Avis 20164678 Séance du 01/12/2016

Copie de l’ensemble des factures concernant le budget du lotissement de la commune pour l’exercice couvrant la période du 1er juillet au 30 septembre 2013.
Madame X a saisi la commission d'accès aux documents administratifs, par courrier enregistré à son secrétariat le 30 septembre 2016, à la suite du refus opposé par le maire de Gugnécourt à sa demande de copie de l’ensemble des factures concernant le budget du lotissement de la commune pour l’exercice couvrant la période du 1er juillet au 30 septembre 2013. La commission rappelle qu'une demande peut être considérée comme abusive lorsqu'elle vise, de façon délibérée, à perturber le fonctionnement d'une administration.
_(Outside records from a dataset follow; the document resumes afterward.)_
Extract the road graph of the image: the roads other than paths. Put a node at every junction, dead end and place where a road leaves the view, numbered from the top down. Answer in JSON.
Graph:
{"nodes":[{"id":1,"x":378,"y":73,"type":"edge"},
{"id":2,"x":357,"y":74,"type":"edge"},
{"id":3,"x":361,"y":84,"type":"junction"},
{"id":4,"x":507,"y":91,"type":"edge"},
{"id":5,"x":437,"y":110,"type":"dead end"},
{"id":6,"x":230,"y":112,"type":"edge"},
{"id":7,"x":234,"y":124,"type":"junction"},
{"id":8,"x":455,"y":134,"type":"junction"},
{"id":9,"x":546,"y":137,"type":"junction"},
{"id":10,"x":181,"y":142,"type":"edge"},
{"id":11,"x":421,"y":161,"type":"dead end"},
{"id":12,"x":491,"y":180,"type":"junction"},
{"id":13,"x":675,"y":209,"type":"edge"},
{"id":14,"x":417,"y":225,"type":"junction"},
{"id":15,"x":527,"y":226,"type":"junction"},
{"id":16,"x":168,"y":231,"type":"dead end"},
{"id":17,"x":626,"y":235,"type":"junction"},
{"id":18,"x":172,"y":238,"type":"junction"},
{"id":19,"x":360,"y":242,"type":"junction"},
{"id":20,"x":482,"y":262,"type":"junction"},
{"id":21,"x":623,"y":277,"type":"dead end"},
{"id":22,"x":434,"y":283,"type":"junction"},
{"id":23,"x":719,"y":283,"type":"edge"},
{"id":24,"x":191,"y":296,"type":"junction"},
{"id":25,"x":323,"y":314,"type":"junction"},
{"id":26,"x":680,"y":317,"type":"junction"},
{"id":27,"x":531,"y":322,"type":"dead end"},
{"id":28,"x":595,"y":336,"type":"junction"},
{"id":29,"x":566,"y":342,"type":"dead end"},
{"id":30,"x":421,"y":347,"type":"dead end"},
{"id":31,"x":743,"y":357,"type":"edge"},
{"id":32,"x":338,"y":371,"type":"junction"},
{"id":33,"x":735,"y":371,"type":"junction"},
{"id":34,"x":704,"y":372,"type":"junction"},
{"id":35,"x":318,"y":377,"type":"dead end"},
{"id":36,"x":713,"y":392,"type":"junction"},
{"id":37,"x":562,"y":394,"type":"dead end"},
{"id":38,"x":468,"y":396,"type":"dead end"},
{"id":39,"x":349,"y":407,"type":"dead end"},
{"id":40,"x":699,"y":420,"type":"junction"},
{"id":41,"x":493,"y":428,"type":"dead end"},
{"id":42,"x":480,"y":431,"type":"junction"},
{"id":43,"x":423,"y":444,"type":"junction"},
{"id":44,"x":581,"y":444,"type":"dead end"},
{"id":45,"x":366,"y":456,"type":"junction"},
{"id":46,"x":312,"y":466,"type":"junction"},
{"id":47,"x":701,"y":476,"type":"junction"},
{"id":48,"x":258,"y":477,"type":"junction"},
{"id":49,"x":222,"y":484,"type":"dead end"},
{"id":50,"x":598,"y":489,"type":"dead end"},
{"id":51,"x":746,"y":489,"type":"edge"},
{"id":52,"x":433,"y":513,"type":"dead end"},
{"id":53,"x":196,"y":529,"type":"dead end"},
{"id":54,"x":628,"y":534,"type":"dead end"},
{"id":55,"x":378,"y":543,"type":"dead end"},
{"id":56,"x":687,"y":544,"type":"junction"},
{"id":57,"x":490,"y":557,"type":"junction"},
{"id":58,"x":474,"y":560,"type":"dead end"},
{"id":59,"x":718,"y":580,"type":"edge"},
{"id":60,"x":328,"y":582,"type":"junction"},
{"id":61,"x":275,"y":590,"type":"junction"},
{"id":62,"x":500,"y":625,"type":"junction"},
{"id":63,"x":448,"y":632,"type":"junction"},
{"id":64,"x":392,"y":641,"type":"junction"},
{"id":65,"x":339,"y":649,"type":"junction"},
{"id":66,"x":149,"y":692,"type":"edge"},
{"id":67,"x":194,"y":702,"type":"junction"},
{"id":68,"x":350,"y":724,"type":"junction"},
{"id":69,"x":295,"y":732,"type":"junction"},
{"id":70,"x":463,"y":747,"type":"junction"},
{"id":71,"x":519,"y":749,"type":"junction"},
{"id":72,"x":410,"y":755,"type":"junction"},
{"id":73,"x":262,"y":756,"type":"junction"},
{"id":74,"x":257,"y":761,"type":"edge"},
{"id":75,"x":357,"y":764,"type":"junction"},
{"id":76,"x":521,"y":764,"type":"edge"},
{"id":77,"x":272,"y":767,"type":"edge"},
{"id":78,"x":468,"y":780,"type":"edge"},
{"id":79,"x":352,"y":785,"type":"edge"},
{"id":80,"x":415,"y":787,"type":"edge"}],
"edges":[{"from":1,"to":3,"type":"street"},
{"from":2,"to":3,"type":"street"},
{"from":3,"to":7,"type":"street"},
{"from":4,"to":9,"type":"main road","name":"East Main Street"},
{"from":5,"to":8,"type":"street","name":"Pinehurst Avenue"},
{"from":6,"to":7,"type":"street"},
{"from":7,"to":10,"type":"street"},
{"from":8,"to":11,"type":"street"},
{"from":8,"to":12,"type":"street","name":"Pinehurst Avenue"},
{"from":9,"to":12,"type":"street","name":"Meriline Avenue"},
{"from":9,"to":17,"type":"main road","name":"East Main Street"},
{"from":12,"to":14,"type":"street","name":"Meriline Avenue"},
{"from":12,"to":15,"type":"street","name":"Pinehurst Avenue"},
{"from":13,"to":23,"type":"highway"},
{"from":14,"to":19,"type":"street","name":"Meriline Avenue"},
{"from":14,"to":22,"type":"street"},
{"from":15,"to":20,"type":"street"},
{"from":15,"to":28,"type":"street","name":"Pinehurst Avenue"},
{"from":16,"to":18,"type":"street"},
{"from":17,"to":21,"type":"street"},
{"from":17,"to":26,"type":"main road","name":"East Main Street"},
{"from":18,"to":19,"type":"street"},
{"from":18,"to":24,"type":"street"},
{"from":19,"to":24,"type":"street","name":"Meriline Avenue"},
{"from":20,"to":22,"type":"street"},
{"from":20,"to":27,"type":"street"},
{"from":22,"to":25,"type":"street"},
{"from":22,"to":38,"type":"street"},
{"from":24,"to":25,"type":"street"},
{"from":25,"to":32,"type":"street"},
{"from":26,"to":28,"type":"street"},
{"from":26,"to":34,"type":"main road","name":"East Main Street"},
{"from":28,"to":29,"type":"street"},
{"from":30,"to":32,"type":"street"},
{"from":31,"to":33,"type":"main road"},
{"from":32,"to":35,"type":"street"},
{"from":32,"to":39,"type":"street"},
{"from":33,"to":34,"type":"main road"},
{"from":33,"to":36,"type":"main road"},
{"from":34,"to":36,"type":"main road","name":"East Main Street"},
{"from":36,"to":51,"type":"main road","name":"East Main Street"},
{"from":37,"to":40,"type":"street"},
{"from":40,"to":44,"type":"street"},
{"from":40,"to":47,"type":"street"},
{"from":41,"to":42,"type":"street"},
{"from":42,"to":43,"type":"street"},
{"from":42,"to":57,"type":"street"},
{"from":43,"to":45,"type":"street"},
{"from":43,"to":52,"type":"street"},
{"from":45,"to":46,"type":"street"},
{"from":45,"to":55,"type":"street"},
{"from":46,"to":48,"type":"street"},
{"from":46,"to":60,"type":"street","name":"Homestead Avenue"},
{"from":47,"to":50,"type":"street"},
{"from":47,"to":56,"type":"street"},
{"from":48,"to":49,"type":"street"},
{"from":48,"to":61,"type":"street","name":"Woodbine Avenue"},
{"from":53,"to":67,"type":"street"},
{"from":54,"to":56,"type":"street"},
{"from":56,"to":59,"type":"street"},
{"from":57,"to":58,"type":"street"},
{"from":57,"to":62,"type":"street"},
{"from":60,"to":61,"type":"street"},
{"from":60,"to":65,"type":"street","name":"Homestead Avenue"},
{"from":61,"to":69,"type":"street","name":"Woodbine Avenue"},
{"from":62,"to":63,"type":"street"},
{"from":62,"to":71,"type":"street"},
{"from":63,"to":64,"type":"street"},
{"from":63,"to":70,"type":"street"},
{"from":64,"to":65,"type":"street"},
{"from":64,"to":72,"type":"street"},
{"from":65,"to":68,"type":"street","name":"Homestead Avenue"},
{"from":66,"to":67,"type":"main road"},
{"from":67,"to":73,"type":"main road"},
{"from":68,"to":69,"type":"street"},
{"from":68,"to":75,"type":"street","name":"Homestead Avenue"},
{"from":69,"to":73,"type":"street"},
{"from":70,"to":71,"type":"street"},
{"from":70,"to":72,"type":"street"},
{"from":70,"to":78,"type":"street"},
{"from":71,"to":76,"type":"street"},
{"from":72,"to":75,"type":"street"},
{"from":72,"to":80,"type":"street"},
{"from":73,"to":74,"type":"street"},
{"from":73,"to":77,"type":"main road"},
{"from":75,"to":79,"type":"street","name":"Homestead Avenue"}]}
Tel peut être le cas des demandes récurrentes, portant sur un volume important de documents traitant, le cas échéant, de la même affaire, des demandes que le service sollicité est manifestement dans l'incapacité matérielle de traiter, ou encore des demandes portant sur des documents auxquels le demandeur a déjà eu accès. La commission fonde également son appréciation sur les éléments portés à sa connaissance par le demandeur et l'administration quant au contexte dans lequel s'inscrit la demande et aux motivations qui la sous-tendent. La commission souligne qu'elle a déjà relevé, lors de sa séance du 17 novembre 2016 (avis n° 20164654 et n° 20164656), les nombreuses demandes adressées au maire de Gugnécourt, par Monsieur Jean-Pierre X et Madame Pierrette X, directement ou par l'intermédiaire d'un des membres de leur famille ou de proches, et qu'elle a invité ces derniers à faire preuve de modération dans l’exercice du droit d’accès prévu par le livre III du code des relations entre le public et l’administration. Or, elle constate qu'elle est de nouveau saisie de six demandes d'avis de la part de Monsieur et Madame X ou de leurs proches pour des refus qui leur ont été opposés par le maire de Gugnécourt. La commission considère en conséquence désormais que les sollicitations des intéressés excèdent, par leur fréquence et le volume des documents demandés, les sujétions que le législateur a entendu faire peser sur l'administration et visent en réalité à perturber le bon fonctionnement du service public. Elle déclare donc cette nouvelle demande abusive et émet par suite un avis défavorable.